**Task goal**
Each record has to be returned exactly as it appears.

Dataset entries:
BEGIN

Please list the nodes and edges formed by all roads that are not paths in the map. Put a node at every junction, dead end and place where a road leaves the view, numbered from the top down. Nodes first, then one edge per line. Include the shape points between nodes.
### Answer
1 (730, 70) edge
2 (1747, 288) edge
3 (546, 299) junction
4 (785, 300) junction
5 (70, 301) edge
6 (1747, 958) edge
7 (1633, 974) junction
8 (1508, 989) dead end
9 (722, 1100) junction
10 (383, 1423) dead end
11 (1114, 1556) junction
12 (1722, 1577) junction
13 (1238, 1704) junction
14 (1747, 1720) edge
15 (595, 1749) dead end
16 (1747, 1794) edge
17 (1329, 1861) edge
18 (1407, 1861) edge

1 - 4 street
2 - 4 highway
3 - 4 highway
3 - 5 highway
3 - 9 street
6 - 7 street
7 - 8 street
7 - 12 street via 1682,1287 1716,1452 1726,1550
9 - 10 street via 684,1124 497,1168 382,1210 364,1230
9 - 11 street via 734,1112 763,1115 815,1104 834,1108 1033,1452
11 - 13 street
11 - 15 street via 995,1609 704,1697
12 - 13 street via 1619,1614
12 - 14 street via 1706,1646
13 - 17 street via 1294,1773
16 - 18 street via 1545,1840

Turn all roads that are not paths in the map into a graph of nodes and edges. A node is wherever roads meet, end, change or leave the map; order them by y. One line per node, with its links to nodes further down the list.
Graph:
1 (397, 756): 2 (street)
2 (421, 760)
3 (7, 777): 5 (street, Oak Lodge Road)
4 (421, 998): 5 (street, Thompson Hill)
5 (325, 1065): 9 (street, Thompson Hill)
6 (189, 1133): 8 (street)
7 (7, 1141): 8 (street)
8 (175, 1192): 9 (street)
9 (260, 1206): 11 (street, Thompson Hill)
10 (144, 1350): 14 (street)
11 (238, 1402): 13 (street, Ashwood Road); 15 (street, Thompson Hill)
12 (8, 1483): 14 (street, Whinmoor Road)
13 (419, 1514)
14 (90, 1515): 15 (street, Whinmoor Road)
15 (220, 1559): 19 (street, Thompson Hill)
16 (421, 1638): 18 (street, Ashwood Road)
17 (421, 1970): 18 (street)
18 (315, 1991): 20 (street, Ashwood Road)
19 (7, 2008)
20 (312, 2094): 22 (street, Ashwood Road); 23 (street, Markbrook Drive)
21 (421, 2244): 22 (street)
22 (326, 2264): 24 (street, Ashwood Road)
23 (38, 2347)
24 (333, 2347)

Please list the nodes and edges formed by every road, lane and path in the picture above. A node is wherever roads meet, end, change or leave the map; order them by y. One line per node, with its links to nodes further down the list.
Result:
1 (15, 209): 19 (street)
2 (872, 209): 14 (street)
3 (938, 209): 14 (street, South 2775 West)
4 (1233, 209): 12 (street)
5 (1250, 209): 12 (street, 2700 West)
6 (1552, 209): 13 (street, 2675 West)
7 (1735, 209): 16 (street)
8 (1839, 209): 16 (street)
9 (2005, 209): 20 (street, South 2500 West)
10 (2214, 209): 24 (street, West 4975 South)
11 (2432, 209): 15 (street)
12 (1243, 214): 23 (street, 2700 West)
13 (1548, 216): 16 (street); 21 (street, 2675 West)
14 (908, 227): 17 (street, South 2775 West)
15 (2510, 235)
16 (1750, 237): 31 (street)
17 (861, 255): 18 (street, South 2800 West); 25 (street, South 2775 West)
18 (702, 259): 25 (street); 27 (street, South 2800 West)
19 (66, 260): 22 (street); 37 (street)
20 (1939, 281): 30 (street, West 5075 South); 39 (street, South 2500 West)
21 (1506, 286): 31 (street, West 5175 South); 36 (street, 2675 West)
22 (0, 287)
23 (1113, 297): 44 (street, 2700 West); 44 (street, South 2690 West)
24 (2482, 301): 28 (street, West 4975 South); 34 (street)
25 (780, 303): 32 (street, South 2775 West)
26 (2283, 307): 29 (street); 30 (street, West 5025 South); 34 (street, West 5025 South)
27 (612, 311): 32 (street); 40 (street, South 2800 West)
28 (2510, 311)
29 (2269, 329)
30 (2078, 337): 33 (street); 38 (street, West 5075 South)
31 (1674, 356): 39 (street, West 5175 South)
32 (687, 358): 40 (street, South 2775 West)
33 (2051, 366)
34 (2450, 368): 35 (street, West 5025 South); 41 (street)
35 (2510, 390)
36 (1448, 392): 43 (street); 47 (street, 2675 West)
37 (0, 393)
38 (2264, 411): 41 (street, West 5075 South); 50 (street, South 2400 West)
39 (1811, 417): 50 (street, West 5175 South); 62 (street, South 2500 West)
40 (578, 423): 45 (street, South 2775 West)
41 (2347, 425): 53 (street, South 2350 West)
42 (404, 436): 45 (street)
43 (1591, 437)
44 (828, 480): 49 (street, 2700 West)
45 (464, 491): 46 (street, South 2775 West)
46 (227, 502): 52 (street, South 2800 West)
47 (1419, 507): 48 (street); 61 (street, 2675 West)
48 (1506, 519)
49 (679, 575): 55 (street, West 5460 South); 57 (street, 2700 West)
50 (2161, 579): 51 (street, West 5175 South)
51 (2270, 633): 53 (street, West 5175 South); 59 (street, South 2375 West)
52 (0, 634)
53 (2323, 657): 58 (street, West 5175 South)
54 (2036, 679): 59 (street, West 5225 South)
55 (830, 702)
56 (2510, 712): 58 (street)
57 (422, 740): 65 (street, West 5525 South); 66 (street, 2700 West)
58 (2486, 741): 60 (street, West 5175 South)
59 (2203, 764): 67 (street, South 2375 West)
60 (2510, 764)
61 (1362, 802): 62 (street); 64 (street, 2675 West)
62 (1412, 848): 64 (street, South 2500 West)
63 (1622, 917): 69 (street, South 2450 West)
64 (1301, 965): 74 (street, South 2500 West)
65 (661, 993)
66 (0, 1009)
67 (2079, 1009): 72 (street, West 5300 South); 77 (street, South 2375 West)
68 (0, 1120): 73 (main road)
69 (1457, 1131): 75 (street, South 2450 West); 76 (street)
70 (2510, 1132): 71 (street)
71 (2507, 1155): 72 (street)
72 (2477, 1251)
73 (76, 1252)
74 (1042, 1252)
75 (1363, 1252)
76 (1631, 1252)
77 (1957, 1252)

END

**Output**
Please list the nodes and edges formed by all roads that are not paths in the map. Put a node at every junction, dead end and place where a road leaves the view, numbered from the top down. Nodes first, then one edge per line. Include the shape points between nodes.
### Answer
1 (730, 70) edge
2 (1747, 288) edge
3 (546, 299) junction
4 (785, 300) junction
5 (70, 301) edge
6 (1747, 958) edge
7 (1633, 974) junction
8 (1508, 989) dead end
9 (722, 1100) junction
10 (383, 1423) dead end
11 (1114, 1556) junction
12 (1722, 1577) junction
13 (1238, 1704) junction
14 (1747, 1720) edge
15 (595, 1749) dead end
16 (1747, 1794) edge
17 (1329, 1861) edge
18 (1407, 1861) edge

1 - 4 street
2 - 4 highway
3 - 4 highway
3 - 5 highway
3 - 9 street
6 - 7 street
7 - 8 street
7 - 12 street via 1682,1287 1716,1452 1726,1550
9 - 10 street via 684,1124 497,1168 382,1210 364,1230
9 - 11 street via 734,1112 763,1115 815,1104 834,1108 1033,1452
11 - 13 street
11 - 15 street via 995,1609 704,1697
12 - 13 street via 1619,1614
12 - 14 street via 1706,1646
13 - 17 street via 1294,1773
16 - 18 street via 1545,1840

Turn all roads that are not paths in the map into a graph of nodes and edges. A node is wherever roads meet, end, change or leave the map; order them by y. One line per node, with its links to nodes further down the list.
Graph:
1 (397, 756): 2 (street)
2 (421, 760)
3 (7, 777): 5 (street, Oak Lodge Road)
4 (421, 998): 5 (street, Thompson Hill)
5 (325, 1065): 9 (street, Thompson Hill)
6 (189, 1133): 8 (street)
7 (7, 1141): 8 (street)
8 (175, 1192): 9 (street)
9 (260, 1206): 11 (street, Thompson Hill)
10 (144, 1350): 14 (street)
11 (238, 1402): 13 (street, Ashwood Road); 15 (street, Thompson Hill)
12 (8, 1483): 14 (street, Whinmoor Road)
13 (419, 1514)
14 (90, 1515): 15 (street, Whinmoor Road)
15 (220, 1559): 19 (street, Thompson Hill)
16 (421, 1638): 18 (street, Ashwood Road)
17 (421, 1970): 18 (street)
18 (315, 1991): 20 (street, Ashwood Road)
19 (7, 2008)
20 (312, 2094): 22 (street, Ashwood Road); 23 (street, Markbrook Drive)
21 (421, 2244): 22 (street)
22 (326, 2264): 24 (street, Ashwood Road)
23 (38, 2347)
24 (333, 2347)

Please list the nodes and edges formed by every road, lane and path in the picture above. A node is wherever roads meet, end, change or leave the map; order them by y. One line per node, with its links to nodes further down the list.
Result:
1 (15, 209): 19 (street)
2 (872, 209): 14 (street)
3 (938, 209): 14 (street, South 2775 West)
4 (1233, 209): 12 (street)
5 (1250, 209): 12 (street, 2700 West)
6 (1552, 209): 13 (street, 2675 West)
7 (1735, 209): 16 (street)
8 (1839, 209): 16 (street)
9 (2005, 209): 20 (street, South 2500 West)
10 (2214, 209): 24 (street, West 4975 South)
11 (2432, 209): 15 (street)
12 (1243, 214): 23 (street, 2700 West)
13 (1548, 216): 16 (street); 21 (street, 2675 West)
14 (908, 227): 17 (street, South 2775 West)
15 (2510, 235)
16 (1750, 237): 31 (street)
17 (861, 255): 18 (street, South 2800 West); 25 (street, South 2775 West)
18 (702, 259): 25 (street); 27 (street, South 2800 West)
19 (66, 260): 22 (street); 37 (street)
20 (1939, 281): 30 (street, West 5075 South); 39 (street, South 2500 West)
21 (1506, 286): 31 (street, West 5175 South); 36 (street, 2675 West)
22 (0, 287)
23 (1113, 297): 44 (street, 2700 West); 44 (street, South 2690 West)
24 (2482, 301): 28 (street, West 4975 South); 34 (street)
25 (780, 303): 32 (street, South 2775 West)
26 (2283, 307): 29 (street); 30 (street, West 5025 South); 34 (street, West 5025 South)
27 (612, 311): 32 (street); 40 (street, South 2800 West)
28 (2510, 311)
29 (2269, 329)
30 (2078, 337): 33 (street); 38 (street, West 5075 South)
31 (1674, 356): 39 (street, West 5175 South)
32 (687, 358): 40 (street, South 2775 West)
33 (2051, 366)
34 (2450, 368): 35 (street, West 5025 South); 41 (street)
35 (2510, 390)
36 (1448, 392): 43 (street); 47 (street, 2675 West)
37 (0, 393)
38 (2264, 411): 41 (street, West 5075 South); 50 (street, South 2400 West)
39 (1811, 417): 50 (street, West 5175 South); 62 (street, South 2500 West)
40 (578, 423): 45 (street, South 2775 West)
41 (2347, 425): 53 (street, South 2350 West)
42 (404, 436): 45 (street)
43 (1591, 437)
44 (828, 480): 49 (street, 2700 West)
45 (464, 491): 46 (street, South 2775 West)
46 (227, 502): 52 (street, South 2800 West)
47 (1419, 507): 48 (street); 61 (street, 2675 West)
48 (1506, 519)
49 (679, 575): 55 (street, West 5460 South); 57 (street, 2700 West)
50 (2161, 579): 51 (street, West 5175 South)
51 (2270, 633): 53 (street, West 5175 South); 59 (street, South 2375 West)
52 (0, 634)
53 (2323, 657): 58 (street, West 5175 South)
54 (2036, 679): 59 (street, West 5225 South)
55 (830, 702)
56 (2510, 712): 58 (street)
57 (422, 740): 65 (street, West 5525 South); 66 (street, 2700 West)
58 (2486, 741): 60 (street, West 5175 South)
59 (2203, 764): 67 (street, South 2375 West)
60 (2510, 764)
61 (1362, 802): 62 (street); 64 (street, 2675 West)
62 (1412, 848): 64 (street, South 2500 West)
63 (1622, 917): 69 (street, South 2450 West)
64 (1301, 965): 74 (street, South 2500 West)
65 (661, 993)
66 (0, 1009)
67 (2079, 1009): 72 (street, West 5300 South); 77 (street, South 2375 West)
68 (0, 1120): 73 (main road)
69 (1457, 1131): 75 (street, South 2450 West); 76 (street)
70 (2510, 1132): 71 (street)
71 (2507, 1155): 72 (street)
72 (2477, 1251)
73 (76, 1252)
74 (1042, 1252)
75 (1363, 1252)
76 (1631, 1252)
77 (1957, 1252)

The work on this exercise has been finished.